I am absolutely addicted to this delicious “Beetroot Hummus”.
The beets add sweetness and earthiness to the hummus and the magenta color creates the prettiest dip I have ever seen.
I find that my family only eats fruit and veggies when I cut them up. So there’s always a nice big platter in the front of my refrigerator, so they have something healthy to snack on.
And what could be better with fresh veggies than some creamy Beet Hummus?
It’s a gorgeous, bright purple and it couldn’t be easier to make.
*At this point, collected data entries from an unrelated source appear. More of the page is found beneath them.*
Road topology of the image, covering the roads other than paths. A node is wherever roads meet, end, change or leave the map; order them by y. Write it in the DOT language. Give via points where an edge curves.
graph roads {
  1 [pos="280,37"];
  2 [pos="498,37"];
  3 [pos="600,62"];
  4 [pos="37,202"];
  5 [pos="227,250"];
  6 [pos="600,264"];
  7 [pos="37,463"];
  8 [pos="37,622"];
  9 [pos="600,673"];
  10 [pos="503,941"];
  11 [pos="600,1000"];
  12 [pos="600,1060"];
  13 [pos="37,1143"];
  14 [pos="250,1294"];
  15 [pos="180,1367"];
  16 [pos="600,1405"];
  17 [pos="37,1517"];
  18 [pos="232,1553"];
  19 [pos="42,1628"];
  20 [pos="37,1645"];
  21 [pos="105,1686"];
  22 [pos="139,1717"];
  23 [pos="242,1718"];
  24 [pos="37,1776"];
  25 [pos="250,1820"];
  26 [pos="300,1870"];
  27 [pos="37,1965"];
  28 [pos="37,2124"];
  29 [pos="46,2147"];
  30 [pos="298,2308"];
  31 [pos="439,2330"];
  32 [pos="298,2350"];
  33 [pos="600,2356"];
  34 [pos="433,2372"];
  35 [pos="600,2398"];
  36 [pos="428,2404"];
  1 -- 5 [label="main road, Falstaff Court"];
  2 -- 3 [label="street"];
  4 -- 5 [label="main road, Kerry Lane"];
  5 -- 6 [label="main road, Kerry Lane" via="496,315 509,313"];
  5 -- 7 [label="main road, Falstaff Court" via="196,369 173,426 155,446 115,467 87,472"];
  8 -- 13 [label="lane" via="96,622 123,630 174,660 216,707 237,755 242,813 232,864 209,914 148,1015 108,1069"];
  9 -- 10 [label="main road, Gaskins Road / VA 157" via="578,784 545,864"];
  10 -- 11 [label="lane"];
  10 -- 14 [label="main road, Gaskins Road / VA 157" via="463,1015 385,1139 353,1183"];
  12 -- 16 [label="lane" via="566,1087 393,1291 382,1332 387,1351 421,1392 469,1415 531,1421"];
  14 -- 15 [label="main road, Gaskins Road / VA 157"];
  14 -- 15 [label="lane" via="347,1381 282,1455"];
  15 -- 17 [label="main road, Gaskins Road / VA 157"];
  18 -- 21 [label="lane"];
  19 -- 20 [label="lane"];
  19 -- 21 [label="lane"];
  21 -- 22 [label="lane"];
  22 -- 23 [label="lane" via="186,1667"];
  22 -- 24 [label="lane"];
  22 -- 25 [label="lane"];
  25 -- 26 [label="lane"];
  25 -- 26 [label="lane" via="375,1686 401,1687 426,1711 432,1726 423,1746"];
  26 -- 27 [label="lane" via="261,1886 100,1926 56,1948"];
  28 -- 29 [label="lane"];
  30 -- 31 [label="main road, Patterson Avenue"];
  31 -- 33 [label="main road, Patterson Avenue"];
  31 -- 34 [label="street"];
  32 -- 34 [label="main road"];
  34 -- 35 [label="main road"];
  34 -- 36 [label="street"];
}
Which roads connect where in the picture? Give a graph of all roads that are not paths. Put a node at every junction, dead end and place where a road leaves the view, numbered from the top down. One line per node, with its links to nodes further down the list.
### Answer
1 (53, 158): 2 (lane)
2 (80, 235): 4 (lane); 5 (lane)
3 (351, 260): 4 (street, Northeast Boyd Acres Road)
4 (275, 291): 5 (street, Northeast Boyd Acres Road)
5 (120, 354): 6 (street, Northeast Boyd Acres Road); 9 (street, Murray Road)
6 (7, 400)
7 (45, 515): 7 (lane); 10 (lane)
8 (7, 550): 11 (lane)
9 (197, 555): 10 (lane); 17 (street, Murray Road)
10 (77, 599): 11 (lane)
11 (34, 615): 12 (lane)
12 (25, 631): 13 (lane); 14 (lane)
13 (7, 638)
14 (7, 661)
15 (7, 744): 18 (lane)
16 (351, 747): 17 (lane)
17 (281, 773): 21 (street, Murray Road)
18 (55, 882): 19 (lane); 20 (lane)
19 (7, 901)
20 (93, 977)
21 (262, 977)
The rainbow of colors on this platter means that it is loaded with tons of different vitamins and nutrients that are good for them.
Healthy and delish
Crudites with Roasted Beet Hummus
FOR THE HUMMUS
- 1 small roasted beet
- 1 (15 oz/425g) can chickpeas- drained
- 1 lemon – zest & juice
- 2 large cloves garlic, minced
- 3 TBS tahini
- 1 tsp coarse salt
- 1 tsp black pepper
- 1/4 cup extra virgin olive oil
FOR THE CRUDITES
- Assorted tomatoes
- Radishes- quartered
- Celery stalks
- Mini bell peppers
- Baby cucumbers- cut into spears
- Baby carrots
Preheat oven to 350 F/175 C
Remove the stem and most of the root from the beet. Wrap in foil and roast for one hour. Allow to cool and with gloves slip the skin off the beet.
Quarter the beet and place it in your food processor along with the chickpeas, lemon juice, and zest, garlic, tahini, salt, and pepper. Puree until smooth.
With the machine still on, add the olive oil through the top spout and mix till well incorporated. If it’s too thick, add a bit of water. Adjust seasonings to taste.
Cut the veggies into big pieces. Place the hummus in a bowl in the center of a large platter and surround it with assorted veggies
Store hummus in the refrigerator in an airtight container for up to 1 week.